Stored items
======
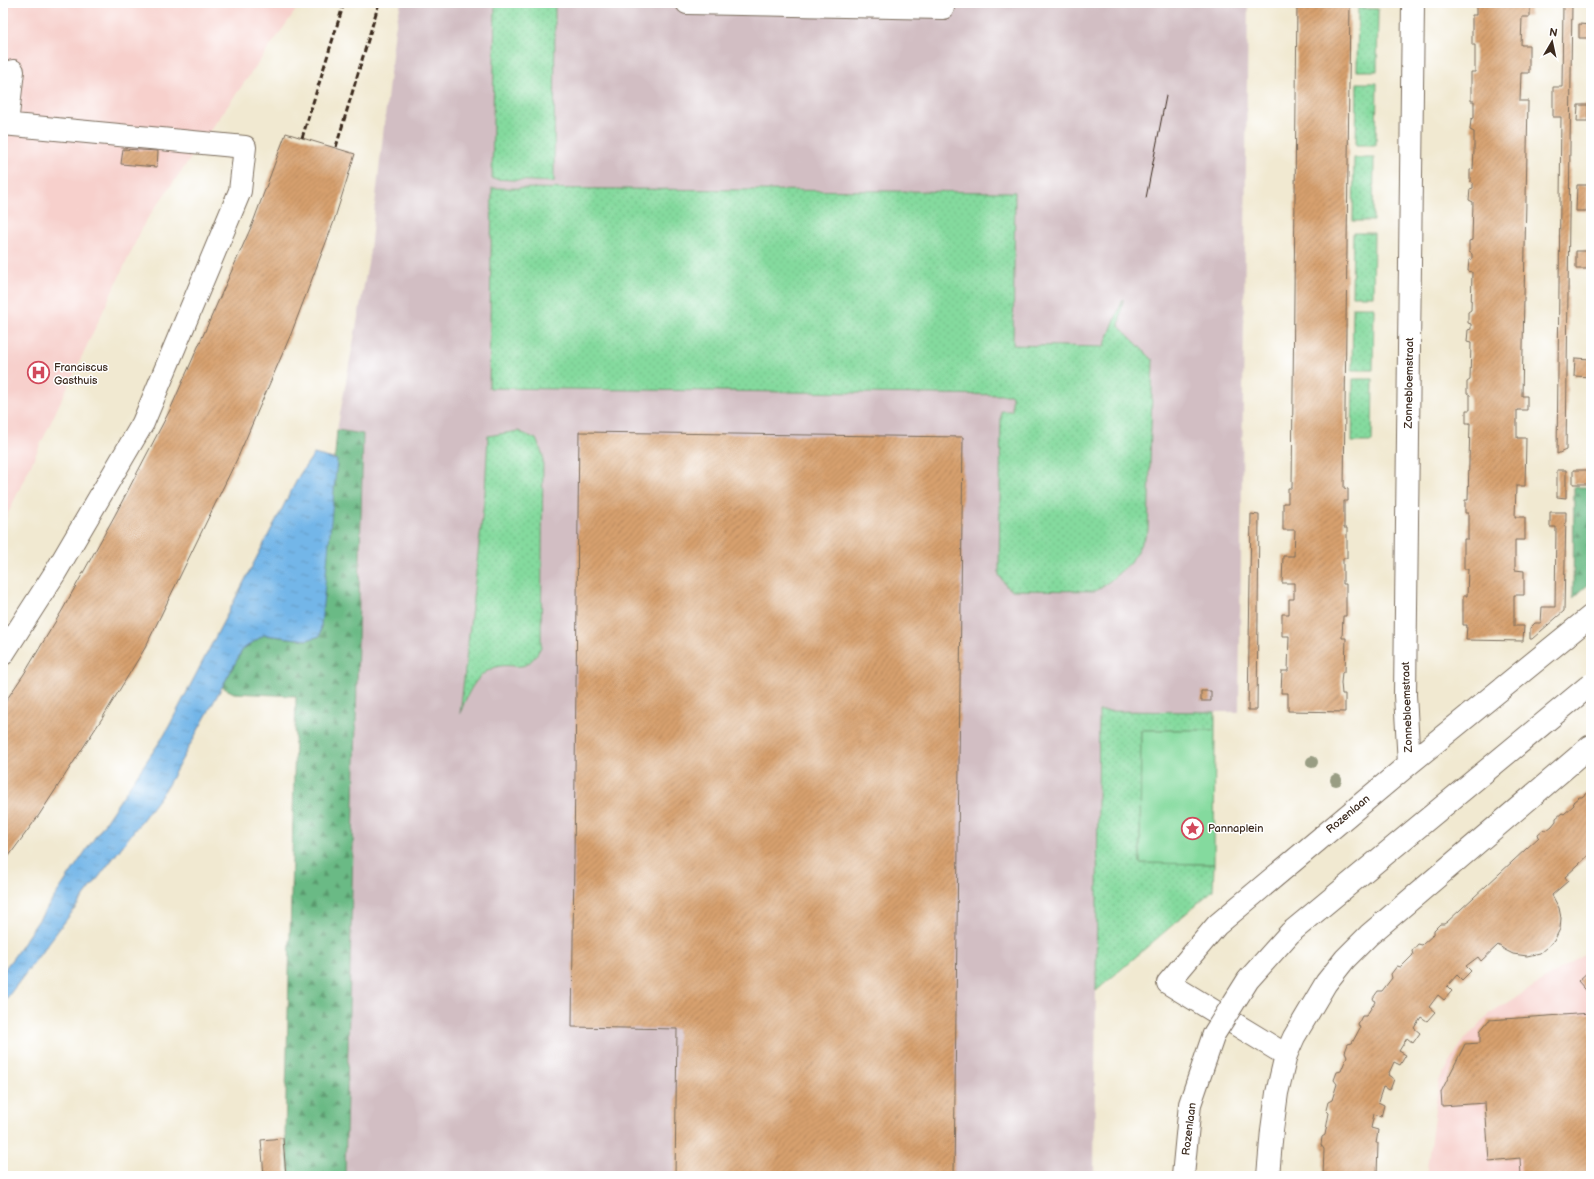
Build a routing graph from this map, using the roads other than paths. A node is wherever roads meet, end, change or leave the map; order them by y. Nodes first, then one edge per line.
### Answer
1 (687, 3) edge
2 (943, 3) edge
3 (1413, 3) edge
4 (13, 71) dead end
5 (5, 124) edge
6 (1591, 616) edge
7 (3, 654) edge
8 (1591, 684) edge
9 (1591, 746) edge
10 (1409, 764) junction
11 (1286, 1055) junction
12 (1183, 1176) edge
13 (1268, 1176) edge

1 - 2 street
3 - 10 street, Zonnebloemstraat
4 - 5 street
5 - 7 street
6 - 10 street, Rozenlaan
8 - 12 street, Rozenlaan, bridge
9 - 11 street
10 - 11 street, Rozenlaan
11 - 13 street

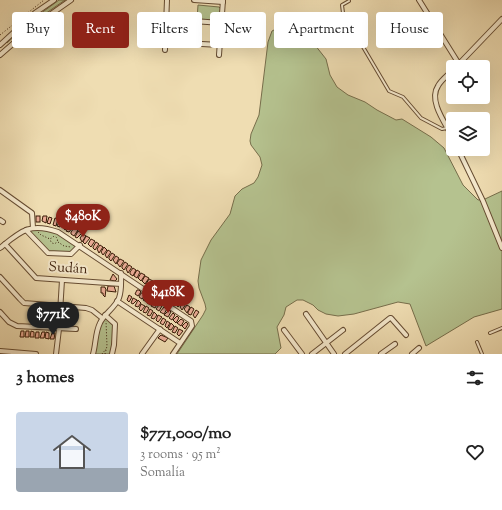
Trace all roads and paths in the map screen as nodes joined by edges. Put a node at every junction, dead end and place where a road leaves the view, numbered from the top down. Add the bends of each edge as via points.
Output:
1 (44, 0) edge
2 (54, 0) edge
3 (71, 0) edge
4 (167, 0) edge
5 (194, 0) edge
6 (419, 0) edge
7 (223, 1) edge
8 (349, 1) edge
9 (166, 12) edge
10 (222, 12) edge
11 (502, 19) edge
12 (0, 35) edge
13 (0, 45) edge
14 (220, 48) edge
15 (0, 55) edge
16 (219, 55) dead end
17 (454, 60) edge
18 (462, 60) edge
19 (446, 77) edge
20 (446, 124) edge
21 (446, 128) edge
22 (461, 156) edge
23 (0, 190) edge
24 (33, 228) junction
25 (26, 230) junction
26 (51, 239) junction
27 (58, 241) junction
28 (5, 244) junction
29 (74, 246) dead end
30 (80, 246) junction
31 (0, 248) edge
32 (502, 248) edge
33 (121, 273) junction
34 (0, 277) edge
35 (62, 280) junction
36 (121, 284) junction
37 (117, 301) junction
38 (60, 306) junction
39 (0, 312) edge
40 (306, 314) dead end
41 (104, 316) junction
42 (106, 322) dead end
43 (502, 328) edge
44 (59, 329) junction
45 (76, 329) dead end
46 (160, 329) junction
47 (284, 330) dead end
48 (343, 330) dead end
49 (490, 333) dead end
50 (406, 335) dead end
51 (477, 342) dead end
52 (180, 343) junction
53 (326, 343) junction
54 (395, 344) dead end
55 (107, 346) junction
56 (419, 348) dead end
57 (0, 351) edge
58 (36, 354) edge
59 (56, 354) edge
60 (94, 354) edge
61 (102, 354) edge
62 (105, 354) edge
63 (112, 354) edge
64 (142, 354) edge
65 (173, 354) edge
66 (302, 354) edge
67 (312, 354) edge
68 (334, 354) edge
69 (345, 354) edge
70 (381, 354) edge
71 (412, 354) edge
72 (482, 354) edge

1 - 12 path
2 - 13 street via 35,13
3 - 15 street via 49,14
4 - 9 street
5 - 7 street
6 - 17 street
7 - 10 street
8 - 21 lane via 342,5 343,13 389,91 403,98 421,118 442,129
11 - 18 street
14 - 16 street
19 - 20 street via 435,94 436,104
22 - 32 street
23 - 24 street via 32,213
24 - 25 street
24 - 26 path via 41,236
24 - 30 street via 46,228 58,232
25 - 28 street
25 - 30 street via 50,254 71,254
26 - 27 path via 54,243
26 - 27 path via 56,236
27 - 29 path via 68,248
28 - 31 street
28 - 35 street, Sudán via 36,278
30 - 33 street
33 - 36 street
33 - 52 street via 191,321 192,326
34 - 38 street via 24,303
35 - 36 street, Sudán
35 - 38 street
36 - 37 street
37 - 41 street
37 - 46 street
38 - 41 street via 86,308
38 - 44 street
39 - 44 street via 17,326
40 - 53 street
41 - 60 street via 96,334
41 - 63 street via 115,324
42 - 55 path
43 - 49 lane
44 - 45 street
44 - 59 street
46 - 52 street
46 - 64 street
47 - 66 street
48 - 53 street
50 - 69 street via 390,318
51 - 72 lane
52 - 65 street
53 - 67 street
53 - 68 street
54 - 70 street
55 - 61 path
55 - 62 path
56 - 71 street
57 - 58 street

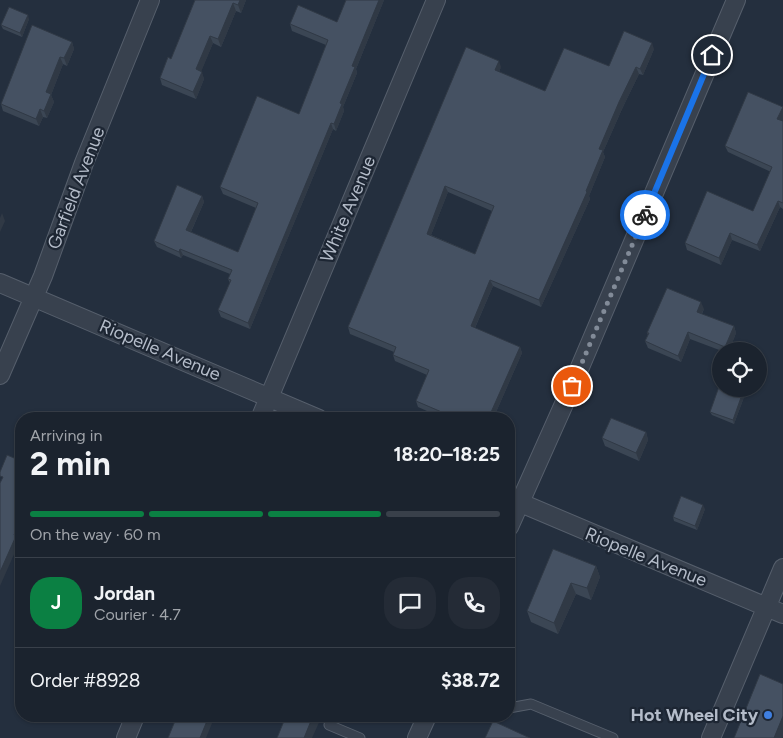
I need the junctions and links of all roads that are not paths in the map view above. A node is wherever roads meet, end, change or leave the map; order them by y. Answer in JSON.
{"nodes":[{"id":1,"x":150,"y":0,"type":"edge"},
{"id":2,"x":436,"y":0,"type":"edge"},
{"id":3,"x":736,"y":0,"type":"edge"},
{"id":4,"x":0,"y":282,"type":"edge"},
{"id":5,"x":35,"y":297,"type":"junction"},
{"id":6,"x":0,"y":375,"type":"edge"},
{"id":7,"x":269,"y":396,"type":"junction"},
{"id":8,"x":263,"y":412,"type":"edge"},
{"id":9,"x":304,"y":412,"type":"edge"},
{"id":10,"x":515,"y":498,"type":"edge"},
{"id":11,"x":515,"y":500,"type":"edge"},
{"id":12,"x":783,"y":568,"type":"edge"},
{"id":13,"x":775,"y":611,"type":"edge"},
{"id":14,"x":515,"y":707,"type":"edge"},
{"id":15,"x":133,"y":722,"type":"edge"},
{"id":16,"x":424,"y":722,"type":"edge"},
{"id":17,"x":329,"y":725,"type":"dead end"},
{"id":18,"x":126,"y":738,"type":"edge"},
{"id":19,"x":360,"y":738,"type":"edge"},
{"id":20,"x":417,"y":738,"type":"edge"},
{"id":21,"x":613,"y":738,"type":"edge"},
{"id":22,"x":711,"y":738,"type":"edge"}],
"edges":[{"from":1,"to":5,"type":"street","name":"Garfield Avenue"},
{"from":2,"to":7,"type":"street","name":"White Avenue"},
{"from":3,"to":10,"type":"street"},
{"from":4,"to":5,"type":"street","name":"Riopelle Avenue"},
{"from":5,"to":6,"type":"street","name":"Garfield Avenue"},
{"from":5,"to":7,"type":"street","name":"Riopelle Avenue"},
{"from":7,"to":8,"type":"street","name":"White Avenue"},
{"from":7,"to":9,"type":"street","name":"Riopelle Avenue"},
{"from":11,"to":13,"type":"street","name":"Riopelle Avenue"},
{"from":12,"to":13,"type":"street"},
{"from":13,"to":22,"type":"street"},
{"from":14,"to":21,"type":"lane"},
{"from":15,"to":18,"type":"street"},
{"from":16,"to":20,"type":"street"},
{"from":17,"to":19,"type":"lane"}]}
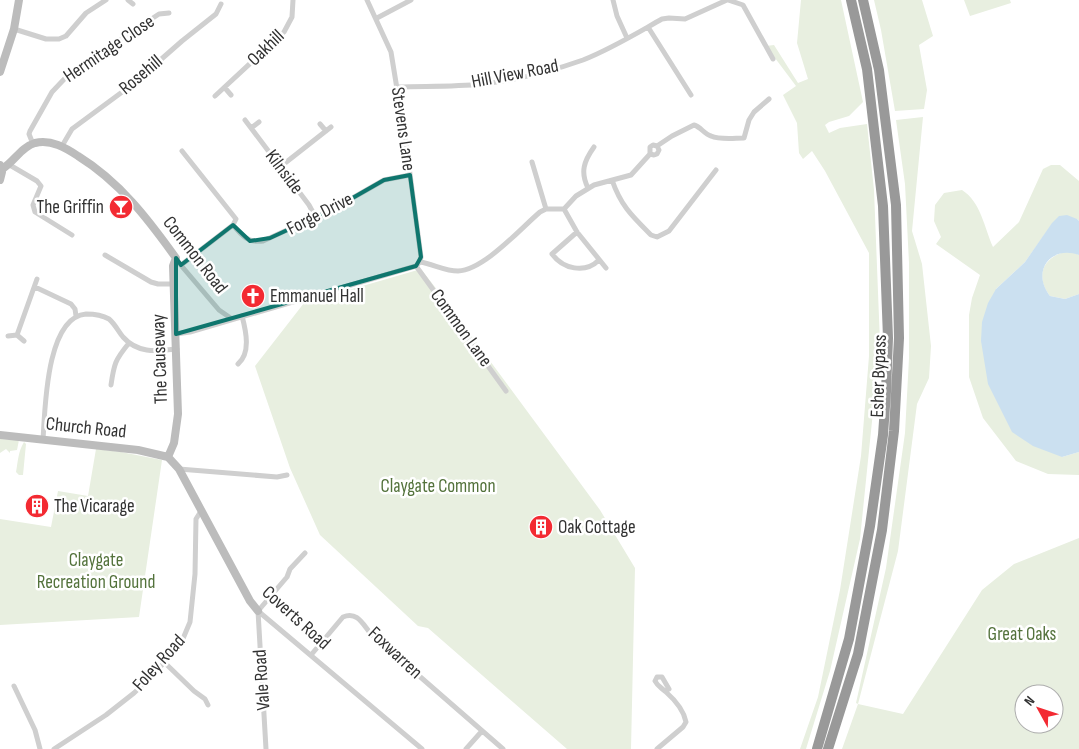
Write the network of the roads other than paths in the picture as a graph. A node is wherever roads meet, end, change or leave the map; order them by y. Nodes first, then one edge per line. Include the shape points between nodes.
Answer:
1 (19, 0) edge
2 (106, 0) edge
3 (128, 0) edge
4 (293, 0) edge
5 (367, 0) edge
6 (411, 0) edge
7 (613, 0) edge
8 (728, 0) edge
9 (851, 0) edge
10 (863, 0) edge
11 (133, 4) dead end
12 (221, 4) dead end
13 (168, 13) dead end
14 (377, 18) junction
15 (648, 27) junction
16 (14, 28) junction
17 (627, 38) junction
18 (773, 59) dead end
19 (0, 72) edge
20 (398, 87) junction
21 (225, 88) junction
22 (231, 94) dead end
23 (691, 95) dead end
24 (215, 96) dead end
25 (768, 99) dead end
26 (244, 120) dead end
27 (259, 122) dead end
28 (320, 124) dead end
29 (331, 127) dead end
30 (251, 128) junction
31 (326, 132) junction
32 (33, 144) junction
33 (62, 146) junction
34 (594, 147) dead end
35 (182, 151) dead end
36 (532, 162) dead end
37 (3, 166) edge
38 (280, 167) junction
39 (716, 170) dead end
40 (410, 175) junction
41 (0, 180) edge
42 (612, 180) junction
43 (588, 188) junction
44 (546, 209) junction
45 (564, 209) junction
46 (316, 218) junction
47 (233, 225) junction
48 (577, 232) junction
49 (72, 235) dead end
50 (105, 255) dead end
51 (599, 260) junction
52 (178, 261) junction
53 (418, 264) junction
54 (606, 268) dead end
55 (37, 279) dead end
56 (174, 284) junction
57 (34, 287) junction
58 (76, 316) junction
59 (242, 316) junction
60 (232, 319) junction
61 (176, 334) junction
62 (17, 335) junction
63 (8, 336) dead end
64 (24, 341) dead end
65 (129, 343) junction
66 (177, 349) junction
67 (238, 364) dead end
68 (112, 378) junction
69 (119, 380) dead end
70 (111, 385) dead end
71 (506, 391) dead end
72 (0, 435) edge
73 (43, 440) junction
74 (168, 457) junction
75 (179, 469) junction
76 (287, 475) dead end
77 (201, 510) junction
78 (305, 553) dead end
79 (258, 611) junction
80 (311, 654) junction
81 (165, 662) junction
82 (14, 686) dead end
83 (669, 689) dead end
84 (208, 705) dead end
85 (482, 731) junction
86 (40, 749) edge
87 (54, 749) edge
88 (266, 749) edge
89 (422, 749) edge
90 (466, 749) edge
91 (504, 749) edge
92 (659, 749) edge
93 (817, 749) edge
94 (828, 749) edge

1 - 16 street
2 - 16 street via 82,16 66,36 59,39 46,39
3 - 11 street
4 - 21 street, Oakhill via 292,17 284,32
5 - 14 street, Stevens Lane
6 - 14 street
7 - 17 street
8 - 15 street, Hill View Road via 684,19 662,19
8 - 18 street via 743,5
9 - 93 highway, Esher Bypass via 867,69 883,206 888,338 886,392 870,526 849,639
10 - 94 highway, Esher Bypass via 880,70 896,206 898,356 894,431 882,530 858,654
12 - 33 street, Rosehill via 216,14 133,84 72,129
13 - 32 street, Hermitage Close via 159,14 57,84 30,131
14 - 20 street, Stevens Lane via 391,52
15 - 17 street, Hill View Road
15 - 23 street
16 - 19 street
17 - 20 street, Hill View Road via 583,60 510,80
20 - 40 street, Stevens Lane
21 - 22 street
21 - 24 street, Oakhill
25 - 42 street via 749,120 744,138 713,137 694,125 650,147 650,154 631,175
26 - 30 street, Kilnside
27 - 30 street
28 - 31 street
29 - 31 street
30 - 38 street, Kilnside
31 - 38 street
32 - 33 street, Common Road
32 - 37 street
33 - 52 street, Common Road via 113,182 138,208
34 - 43 street via 584,165 584,182
35 - 47 street via 234,216
36 - 44 street
37 - 41 street
37 - 49 street via 38,181 41,186 33,205 35,212
38 - 46 street, Kilnside
39 - 42 street via 669,231 657,237 624,206
40 - 46 street, Forge Drive via 384,180
40 - 53 street, Stevens Lane via 421,257
42 - 43 street
43 - 45 street
44 - 45 street
44 - 53 street via 486,259 467,269 452,271
45 - 48 street
46 - 47 street, Forge Drive via 256,242 245,238
47 - 52 street
48 - 51 street
48 - 51 street via 552,254 577,268 590,268
50 - 56 street via 151,282
51 - 54 street
52 - 56 street, The Causeway via 173,266
52 - 60 street, Common Road via 219,310
53 - 59 street, Common Road
53 - 71 street, Common Lane
55 - 57 street
56 - 61 street, The Causeway
57 - 58 street via 71,304
57 - 62 street
58 - 65 street via 92,314 108,320
58 - 73 street via 64,328 54,351 48,379
59 - 60 street, Common Road
59 - 67 street via 246,350 244,359
60 - 61 street
61 - 66 street, The Causeway
62 - 63 street
62 - 64 street
65 - 66 street via 145,350
65 - 68 street via 117,358
66 - 74 street, The Causeway via 177,430
68 - 69 street
68 - 70 street
72 - 73 street, Church Road
73 - 74 street, Church Road via 138,450
74 - 75 street, Coverts Road
75 - 76 street via 277,477
75 - 77 street, Coverts Road
77 - 79 street, Coverts Road
77 - 81 street, Foley Road via 196,519 190,622 182,642
78 - 79 street
79 - 80 street, Coverts Road
79 - 88 street, Vale Road
80 - 85 street, Foxwarren via 343,617 356,617 371,634
80 - 89 street, Coverts Road
81 - 84 street
81 - 87 street, Foley Road via 106,716
82 - 86 street via 35,730
83 - 92 street via 662,677 657,677 657,686 684,714 686,722
85 - 90 street
85 - 91 street, Foxwarren

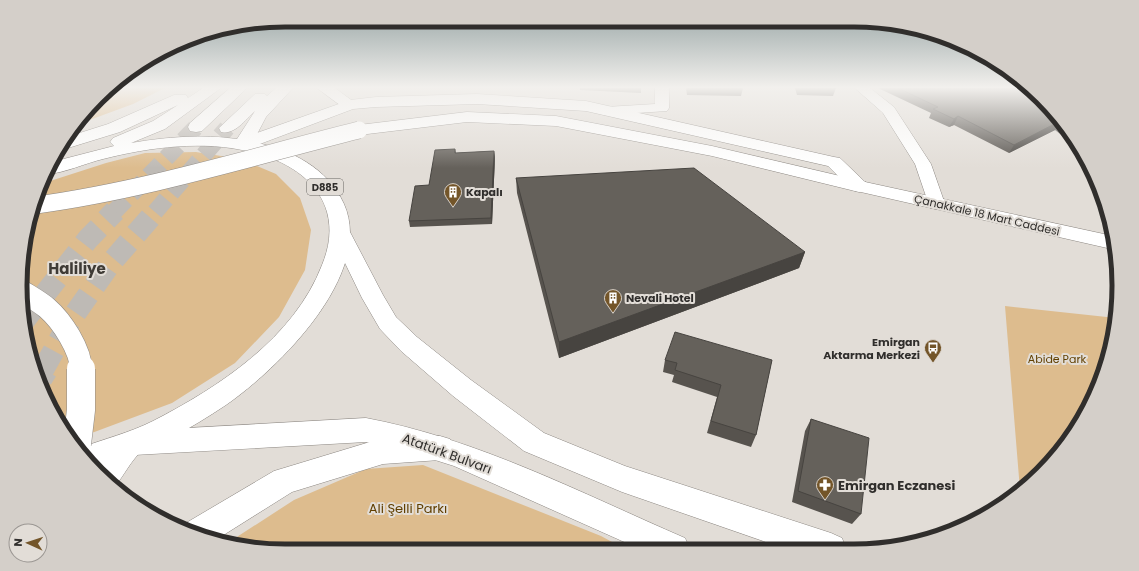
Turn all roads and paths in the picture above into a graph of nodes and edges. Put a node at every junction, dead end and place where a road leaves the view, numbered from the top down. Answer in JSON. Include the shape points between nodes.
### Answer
{"nodes":[{"id":1,"x":143,"y":115,"type":"edge"},
{"id":2,"x":174,"y":115,"type":"edge"},
{"id":3,"x":210,"y":115,"type":"edge"},
{"id":4,"x":241,"y":115,"type":"edge"},
{"id":5,"x":260,"y":115,"type":"edge"},
{"id":6,"x":324,"y":115,"type":"edge"},
{"id":7,"x":622,"y":115,"type":"edge"},
{"id":8,"x":893,"y":115,"type":"edge"},
{"id":9,"x":196,"y":127,"type":"tunnel mouth"},
{"id":10,"x":227,"y":128,"type":"tunnel mouth"},
{"id":11,"x":72,"y":141,"type":"edge"},
{"id":12,"x":243,"y":144,"type":"junction"},
{"id":13,"x":77,"y":160,"type":"junction"},
{"id":14,"x":57,"y":165,"type":"edge"},
{"id":15,"x":56,"y":168,"type":"edge"},
{"id":16,"x":859,"y":186,"type":"junction"},
{"id":17,"x":936,"y":204,"type":"junction"},
{"id":18,"x":40,"y":205,"type":"edge"},
{"id":19,"x":340,"y":232,"type":"junction"},
{"id":20,"x":1108,"y":242,"type":"edge"},
{"id":21,"x":28,"y":295,"type":"edge"},
{"id":22,"x":78,"y":439,"type":"edge"},
{"id":23,"x":132,"y":443,"type":"junction"},
{"id":24,"x":440,"y":448,"type":"junction"},
{"id":25,"x":92,"y":456,"type":"edge"},
{"id":26,"x":108,"y":473,"type":"edge"},
{"id":27,"x":203,"y":530,"type":"edge"},
{"id":28,"x":663,"y":544,"type":"edge"},
{"id":29,"x":816,"y":544,"type":"edge"}],
"edges":[{"from":1,"to":11,"type":"main road","via":[[114,128]]},
{"from":2,"to":13,"type":"main road","via":[[159,125]]},
{"from":3,"to":9,"type":"main road"},
{"from":4,"to":10,"type":"main road"},
{"from":5,"to":12,"type":"main road","via":[[250,127]]},
{"from":6,"to":12,"type":"main road"},
{"from":7,"to":16,"type":"main road","via":[[834,162]]},
{"from":8,"to":17,"type":"street","via":[[922,164]]},
{"from":12,"to":13,"type":"main road","number":"D885","via":[[193,141],[137,146]]},
{"from":12,"to":19,"type":"main road","number":"D885","via":[[275,152],[302,165],[322,182],[335,204]]},
{"from":13,"to":14,"type":"main road"},
{"from":13,"to":15,"type":"main road","number":"D885"},
{"from":16,"to":17,"type":"main road","name":"Çanakkale 18 Mart Caddesi"},
{"from":16,"to":18,"type":"main road","name":"Çanakkale 18 Mart Caddesi","bridge":true,"via":[[712,151],[556,121],[467,117],[360,130],[302,143],[203,172],[74,201]]},
{"from":17,"to":20,"type":"main road","name":"Çanakkale 18 Mart Caddesi"},
{"from":19,"to":23,"type":"main road","number":"D885","via":[[334,264],[317,300],[285,340],[241,380],[191,413]]},
{"from":19,"to":29,"type":"main road","via":[[388,323],[462,388],[534,442],[622,479]]},
{"from":21,"to":22,"type":"main road","bridge":true,"via":[[47,308],[62,324],[81,359],[81,410]]},
{"from":23,"to":24,"type":"main road","name":"Atatürk Bulvarı","number":"D885","via":[[366,430],[398,435]]},
{"from":23,"to":25,"type":"main road","number":"D885"},
{"from":23,"to":26,"type":"main road"},
{"from":24,"to":27,"type":"main road","via":[[383,451],[284,481]]},
{"from":24,"to":28,"type":"main road","name":"Atatürk Bulvarı","number":"D885","via":[[512,476]]}]}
======
Report each line in the data above that holds the word "Kilnside" by copying it.

26 - 30 street, Kilnside
30 - 38 street, Kilnside
38 - 46 street, Kilnside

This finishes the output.